Ne penses-tu pas que le porno devrait avoir, auprès de la jeune génération, un rôle éducatif et donc ne pas hésiter à se censurer de temps à autre ?

Ça existe déjà : Ovidie fait un travail en ce sens à longueur de films et à présent sur FrenchLoverTV. Jack Tyler, John B. Root ou même Katsuni creusent ce sillon. L’imposer à tous serait vain. Et imposer l’autocensure à une nébuleuse aussi vaste aujourd’hui semble impossible. Le net et ses multiples niches – fortes poitrines, black, interracial, homo, bi, femmes mûres, etc. – favorise l’expression de tous les fantasmes. Pour le meilleur et… Pour le pire. Le législateur peut juste faire appliquer les interdits les plus forts (pédophilie, etc.). Pour le reste, c’est le marché qui décide. L’avantage de cette situation, c’est qu’elle nous livre une cartographie exacte de ce que nos contemporains ont en tête. C’est le mérite de la vérité. Après, l’inconvénient, comme toujours avec la vérité… C’est qu’elle fait parfois peur !

Comment expliquer que le porno en France reste dans un ghetto alors qu’Outre-Atlantique, il bénéficie de moyens financiers énormes ?

Le porno, en France, est souvent un « way of life ». On s’y consacre parce qu’on est déjà libertin, échangiste, hédoniste… C’est la suite naturelle d’une pratique privée. D’où l’amateurisme ambiant, le côté débonnaire et bonne franquette. Les professionnels sont rares, ceux qui ont une vision industrielle – ou disons, entrepreneuriale – de la chose. Aux États-Unis, dans un environnement pourtant plus puritain, c’est le contraire. Le X peut générer des profits. C’est un business, donc pris très au sérieux. D’où les investissements massifs et le professionnalisme du secteur là-bas. Résultat, les Américains produisent 80 % du X mondial. Cela dit, on trouve aussi dans la Porn Valley, l’épicentre du X (à quelques encablures de L.A.), des réalisateurs à la petite semaine et des actrices de passages, qui voient seulement dans le porno un moyen de rembourser leur 4×4 à crédit, de payer leurs études ou d’acheter leur dose de coke !

Le préservatif n’est toujours pas obligatoire dans toutes les productions. Comment l’expliquer ?

Parce que le X reste un spectacle. Un spectacle pour adultes, certes, mais un divertissement tout de même. Le spectateur est donc censé faire la part des choses. Si l’on appliquait le même raisonnement au cinéma d’action traditionnel, Indiana Jones devrait sauter des trains à l’arrêt et non en marche, Superman devrait prévenir les enfants que voler n’est pas possible… C’est absurde ! D’ailleurs, les producteurs sont pour la plupart assez responsables et encouragent tout un chacun à recourir au préservatif dans la « vraie » vie. Le cinéma, fût-t-il pornographique, est comme tous les arts, il n’a pas vocation à donner l’exemple. Il distrait, il éclaire, il émerveille… La pédagogie, c’est l’affaire de l’école ou du Ministère de la Santé. Chacun son rôle.

Le fait que certains réalisateurs du cinéma traditionnel s’intéressent au X peut-il faire évoluer le porno ?

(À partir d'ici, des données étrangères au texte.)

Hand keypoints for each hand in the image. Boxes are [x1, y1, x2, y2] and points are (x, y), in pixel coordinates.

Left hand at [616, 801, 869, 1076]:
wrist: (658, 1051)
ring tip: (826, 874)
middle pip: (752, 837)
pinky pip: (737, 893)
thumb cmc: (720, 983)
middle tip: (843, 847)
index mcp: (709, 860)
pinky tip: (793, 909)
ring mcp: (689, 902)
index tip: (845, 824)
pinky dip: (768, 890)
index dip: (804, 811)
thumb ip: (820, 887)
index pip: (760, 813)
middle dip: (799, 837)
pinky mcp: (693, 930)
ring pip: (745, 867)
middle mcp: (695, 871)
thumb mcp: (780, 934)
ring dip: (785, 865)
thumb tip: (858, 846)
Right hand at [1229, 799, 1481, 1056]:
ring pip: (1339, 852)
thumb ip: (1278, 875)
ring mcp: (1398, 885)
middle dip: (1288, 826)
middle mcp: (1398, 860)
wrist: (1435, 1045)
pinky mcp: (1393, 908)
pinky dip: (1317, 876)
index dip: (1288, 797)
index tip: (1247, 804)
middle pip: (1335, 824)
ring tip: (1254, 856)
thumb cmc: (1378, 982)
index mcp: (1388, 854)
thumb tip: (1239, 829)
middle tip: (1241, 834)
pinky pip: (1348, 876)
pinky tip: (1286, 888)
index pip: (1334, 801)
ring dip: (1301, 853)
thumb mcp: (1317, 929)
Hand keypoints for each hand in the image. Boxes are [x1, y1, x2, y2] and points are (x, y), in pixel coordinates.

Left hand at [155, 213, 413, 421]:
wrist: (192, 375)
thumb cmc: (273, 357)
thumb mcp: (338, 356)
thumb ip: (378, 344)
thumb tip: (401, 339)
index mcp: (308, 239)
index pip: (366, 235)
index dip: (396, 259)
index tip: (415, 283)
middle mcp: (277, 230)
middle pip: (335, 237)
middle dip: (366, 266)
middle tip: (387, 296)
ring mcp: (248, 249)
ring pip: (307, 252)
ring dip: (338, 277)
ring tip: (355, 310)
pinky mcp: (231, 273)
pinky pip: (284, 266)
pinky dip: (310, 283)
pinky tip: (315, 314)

Gaspard Noé, comme Jean-Marc Barr ou Tonie Marshall ont signé des films, souvent avec le soutien actif de Canal +, qui mettent clairement le sexe – explicite – au centre du récit. Mais tous butent encore sur la censure et le classement X. Être interdit -18 ans oblitère forcément la carrière d’un film en salles, donc son nombre de spectateurs potentiels. Et comme le cinéma reste un art cher et incertain, peu de producteurs prennent le risque… Le ghetto a hélas encore de beaux jours devant lui.